Quick Facts
- Reopened: April 8, 2026
- Duration of closure: 40 days (late February – April 8)
- Airports reopened: Baghdad, Erbil, Basra, Najaf
- Daily overflights before closure: ~800
- Transit fee per overflight: $450
- Daily revenue lost: $360,000
- Total estimated revenue loss: $14.4 million
- Trigger for closure: U.S.-Iran conflict, regional missile exchanges
Why Iraq Closed Its Airspace
The closure began when the U.S.-Israeli strikes on Iran escalated into a broader regional conflict in late February 2026. Iran retaliated with ballistic missile and drone attacks on targets across the Gulf, and Iraq — caught geographically between the belligerents — found its airspace suddenly too dangerous for civilian traffic. The risk was not theoretical. Missiles were crossing Iraqi airspace. Air defence systems were active. Military aircraft from multiple nations were operating in or near Iraqi territory. For civilian aviation authorities, the calculus was simple: the liability of a misidentified airliner, a stray missile, or an electronic warfare incident was too high. The skies were shut. The memory of Malaysia Airlines Flight 17 — shot down over eastern Ukraine in 2014 by a surface-to-air missile — looms over every decision like this. No aviation authority wants to be the one that kept its airspace open and paid the price.

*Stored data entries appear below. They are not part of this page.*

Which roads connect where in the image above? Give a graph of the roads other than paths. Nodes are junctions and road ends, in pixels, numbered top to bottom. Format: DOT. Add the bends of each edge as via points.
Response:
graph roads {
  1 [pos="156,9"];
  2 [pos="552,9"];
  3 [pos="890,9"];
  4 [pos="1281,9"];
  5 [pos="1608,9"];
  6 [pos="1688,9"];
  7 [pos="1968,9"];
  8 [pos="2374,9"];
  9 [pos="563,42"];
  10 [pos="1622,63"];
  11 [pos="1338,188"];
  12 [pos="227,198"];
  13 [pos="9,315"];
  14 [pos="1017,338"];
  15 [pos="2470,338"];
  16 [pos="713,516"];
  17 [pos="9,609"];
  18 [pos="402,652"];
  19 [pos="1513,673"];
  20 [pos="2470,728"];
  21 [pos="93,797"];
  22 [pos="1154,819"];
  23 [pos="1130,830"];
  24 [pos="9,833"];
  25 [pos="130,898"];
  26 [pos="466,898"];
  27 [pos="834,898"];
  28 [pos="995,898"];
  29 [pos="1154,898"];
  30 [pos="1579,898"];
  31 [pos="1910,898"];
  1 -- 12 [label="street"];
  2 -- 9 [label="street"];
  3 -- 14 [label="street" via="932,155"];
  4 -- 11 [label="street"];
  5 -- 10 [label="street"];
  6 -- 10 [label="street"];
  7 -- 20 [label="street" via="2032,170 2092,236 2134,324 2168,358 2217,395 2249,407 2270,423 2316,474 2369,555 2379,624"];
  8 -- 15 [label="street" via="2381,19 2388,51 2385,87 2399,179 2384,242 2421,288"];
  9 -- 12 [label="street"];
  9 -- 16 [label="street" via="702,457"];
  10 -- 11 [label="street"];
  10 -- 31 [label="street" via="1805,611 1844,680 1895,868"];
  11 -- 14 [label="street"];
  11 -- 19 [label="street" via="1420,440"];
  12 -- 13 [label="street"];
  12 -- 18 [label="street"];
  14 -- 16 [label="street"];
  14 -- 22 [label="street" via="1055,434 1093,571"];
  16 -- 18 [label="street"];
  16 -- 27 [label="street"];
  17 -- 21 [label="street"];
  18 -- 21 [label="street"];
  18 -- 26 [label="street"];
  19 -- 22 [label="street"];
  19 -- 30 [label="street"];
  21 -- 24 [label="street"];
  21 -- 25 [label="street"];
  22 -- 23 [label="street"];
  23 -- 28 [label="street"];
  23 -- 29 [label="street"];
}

The Cost of Forty Empty Days
Iraq sits at a crossroads of global air traffic. Routes between Europe and the Gulf, South Asia, and East Africa pass through Iraqi airspace. Before the closure, approximately 800 aircraft transited Iraqi skies every day, each paying a $450 overflight fee. That is $360,000 in daily revenue — roughly $14.4 million over the 40-day closure. But the direct revenue loss is the smallest part of the cost. Airlines forced to reroute around Iraq burned more fuel, flew longer sectors, and in some cases cancelled routes entirely. The detours added time and expense to flights between Europe and destinations like Dubai, Mumbai, and Singapore. Some carriers absorbed the cost. Others passed it to passengers. For Iraqi airlines, the closure was devastating. Iraqi Airways, the national carrier, was grounded entirely for domestic and international services. Airport workers, ground handlers, fuel suppliers, and the entire ecosystem of jobs that depends on functioning airports went without income.What the Reopening Signals
The Iraqi Joint Operations Command stated that airport operations would restart following the completion of technical and security measures to ensure safe air navigation. The Civil Aviation Authority emphasised coordination with international aviation organisations and said it would issue updated flight schedules and operational guidance. The careful, procedural language masks a geopolitical signal. Reopening airspace requires confidence that the shooting has stopped — or at least that it has moved far enough away to make civilian operations safe. The fact that Iraq felt comfortable reopening on April 8 suggests that the ceasefire dynamics in the region have shifted meaningfully. Travellers were advised to check directly with airlines for the latest flight information, a reminder that reopening the airspace is not the same as returning to normal. Schedules need to be rebuilt. Crew rotations restarted. Maintenance that was deferred during the closure needs to be completed. The return to full operations will take weeks, not days.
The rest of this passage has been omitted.